I played in the NRL for 13 years. When I started playing I was a young Christian and at the time, I didn’t really think God had much to do with sport. I knew he gave me my abilities so he deserved the credit for any success, but that was about it.
I would have loved to have been better prepared for the challenges and opportunities that sport throws at you so I could have made more of them. I would have loved to have had The Good Sporting Life as guidebook to help me think about sport and God.
I would have loved to have been better prepared for the challenges and opportunities that sport throws at you so I could have made more of them.
Stephen Liggins is someone with lots of runs on the board when it comes to sport and God. His unique experience as a high level cricketer, along with his training as a Christian make him the right person to write this book.
There are lots of things to like about this book, more than I can say in this review, but here are 4 standout themes that make it a must-read for Christians involved in sport.

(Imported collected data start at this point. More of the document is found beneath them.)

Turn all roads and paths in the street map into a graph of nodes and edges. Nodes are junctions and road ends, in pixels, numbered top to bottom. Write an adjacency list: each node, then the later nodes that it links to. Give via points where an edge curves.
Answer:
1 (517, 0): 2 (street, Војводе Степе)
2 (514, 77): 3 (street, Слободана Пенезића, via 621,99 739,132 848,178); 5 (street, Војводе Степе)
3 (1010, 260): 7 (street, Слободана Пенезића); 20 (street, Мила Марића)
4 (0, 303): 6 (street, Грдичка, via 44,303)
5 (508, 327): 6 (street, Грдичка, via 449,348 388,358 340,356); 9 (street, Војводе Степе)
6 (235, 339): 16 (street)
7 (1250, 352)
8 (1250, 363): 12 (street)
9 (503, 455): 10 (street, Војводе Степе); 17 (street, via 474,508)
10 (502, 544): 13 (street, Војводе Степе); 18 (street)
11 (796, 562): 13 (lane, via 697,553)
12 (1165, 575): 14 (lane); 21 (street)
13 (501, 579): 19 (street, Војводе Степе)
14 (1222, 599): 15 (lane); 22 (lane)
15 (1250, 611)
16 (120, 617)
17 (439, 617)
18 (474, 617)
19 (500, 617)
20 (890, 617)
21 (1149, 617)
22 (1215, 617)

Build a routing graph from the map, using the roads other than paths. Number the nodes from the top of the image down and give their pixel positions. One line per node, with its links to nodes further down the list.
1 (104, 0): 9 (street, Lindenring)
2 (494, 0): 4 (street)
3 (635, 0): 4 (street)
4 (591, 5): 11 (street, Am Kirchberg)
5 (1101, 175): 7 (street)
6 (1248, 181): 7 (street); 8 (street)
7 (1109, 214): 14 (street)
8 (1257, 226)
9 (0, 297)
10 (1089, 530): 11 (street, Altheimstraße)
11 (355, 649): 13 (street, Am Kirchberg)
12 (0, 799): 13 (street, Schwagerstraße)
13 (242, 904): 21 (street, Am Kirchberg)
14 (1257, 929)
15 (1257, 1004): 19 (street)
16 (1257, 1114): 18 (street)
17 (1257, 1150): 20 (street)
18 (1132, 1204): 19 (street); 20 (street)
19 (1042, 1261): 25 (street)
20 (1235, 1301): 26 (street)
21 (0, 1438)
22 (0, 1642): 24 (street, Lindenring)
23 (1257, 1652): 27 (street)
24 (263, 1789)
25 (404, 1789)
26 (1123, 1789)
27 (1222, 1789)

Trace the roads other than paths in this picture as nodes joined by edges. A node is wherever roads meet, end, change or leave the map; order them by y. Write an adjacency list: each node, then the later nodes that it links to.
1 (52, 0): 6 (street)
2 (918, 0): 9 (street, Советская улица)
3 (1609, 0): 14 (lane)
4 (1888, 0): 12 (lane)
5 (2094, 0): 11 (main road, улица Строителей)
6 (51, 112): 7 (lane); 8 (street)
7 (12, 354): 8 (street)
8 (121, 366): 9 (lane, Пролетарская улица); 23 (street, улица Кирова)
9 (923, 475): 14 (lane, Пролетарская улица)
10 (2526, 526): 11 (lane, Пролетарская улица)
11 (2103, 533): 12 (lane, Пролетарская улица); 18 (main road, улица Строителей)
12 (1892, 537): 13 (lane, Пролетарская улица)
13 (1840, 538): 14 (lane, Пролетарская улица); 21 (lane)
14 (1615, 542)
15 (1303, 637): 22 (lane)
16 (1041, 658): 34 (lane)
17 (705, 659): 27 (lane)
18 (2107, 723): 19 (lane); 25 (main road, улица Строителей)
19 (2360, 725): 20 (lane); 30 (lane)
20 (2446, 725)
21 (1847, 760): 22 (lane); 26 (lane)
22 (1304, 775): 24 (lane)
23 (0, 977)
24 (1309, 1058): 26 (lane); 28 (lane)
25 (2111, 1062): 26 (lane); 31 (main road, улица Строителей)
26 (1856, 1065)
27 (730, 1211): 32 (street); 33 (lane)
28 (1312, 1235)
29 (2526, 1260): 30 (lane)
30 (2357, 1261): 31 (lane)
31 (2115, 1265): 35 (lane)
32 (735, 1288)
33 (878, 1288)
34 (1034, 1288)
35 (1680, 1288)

1. Practice the Fundamentals
Like any good coach, Liggins majors on the fundamentals. Fundamentals in sport are those simple yet essential skills that require regular repetition to master, like passing a footy. Liggins reminds us of the importance of Christian fundamentals; staying connected with God through bible reading and prayer, and staying connected with God’s people in community. Without regular practice of these disciplines it’s easy for any Christian to lose touch with God and his priorities.
2. Know Your Opposition
We would spend hours in the video room each week watching our opposition. We wanted to know their strengths, so nothing would surprise us, and their weaknesses, so we could take advantage of them. But how much thought do Christians give to spiritual opposition we face in sport? Liggins does a video session of sorts on the opposition for Christians. For defence, he highlights the two key battlegrounds of temptation in alcohol and sexual immorality, but also points out other threats like cheating, selfishness and anger. On the attack, he points to character worthy of the gospel that can shine like a star on a dark sporting field.
3. Play to Win
There is no better feeling in sport than winning. Singing the team song in the sheds is peak happiness time. The apostle Paul loved winning too, but not games, he won people for Christ (1 Cor. 9:19-23). Liggins does a great job of highlighting the opportunities for evangelism in sport and the lasting impact it can have. He tells the story of Graham Crew, sports chaplain to the Dragons, who led a player, Brad Mackay, to faith in Jesus. Later Brad and Graham led another player, Jason Stevens, to Jesus. I can fill in the next part of the story; Jason was at Cronulla by the time I started there as a young player. His spiritual support was vital for my faith over those years and I went on to serve others and now serve as chaplain to the mighty Penrith Panthers.
4. Go For Gold
Athletes always have to have their goal in mind, especially when they train. If you don’t know why your running sand dunes at 6 in the morning and feeling like throwing up from exhaustion, you won’t last long in the game. Your goal motivates and directs all your actions until you reach it. The goal of the Christian in sport that runs through this book is the glory of God. The good sporting life is a life spent following Jesus, running the race with joy until we reach our goal in heaven. Liggins shows how this is to be desired more than gold—even much olympic gold.
Who’s it for?
I would recommend this book for Christians involved in sport. Not just players but coaches, chaplains, parents, and even spectators. Everyone involved in sport needs to be ready for sport—ready to face the challenges and opportunities it throws up and take hold of them to the glory of God.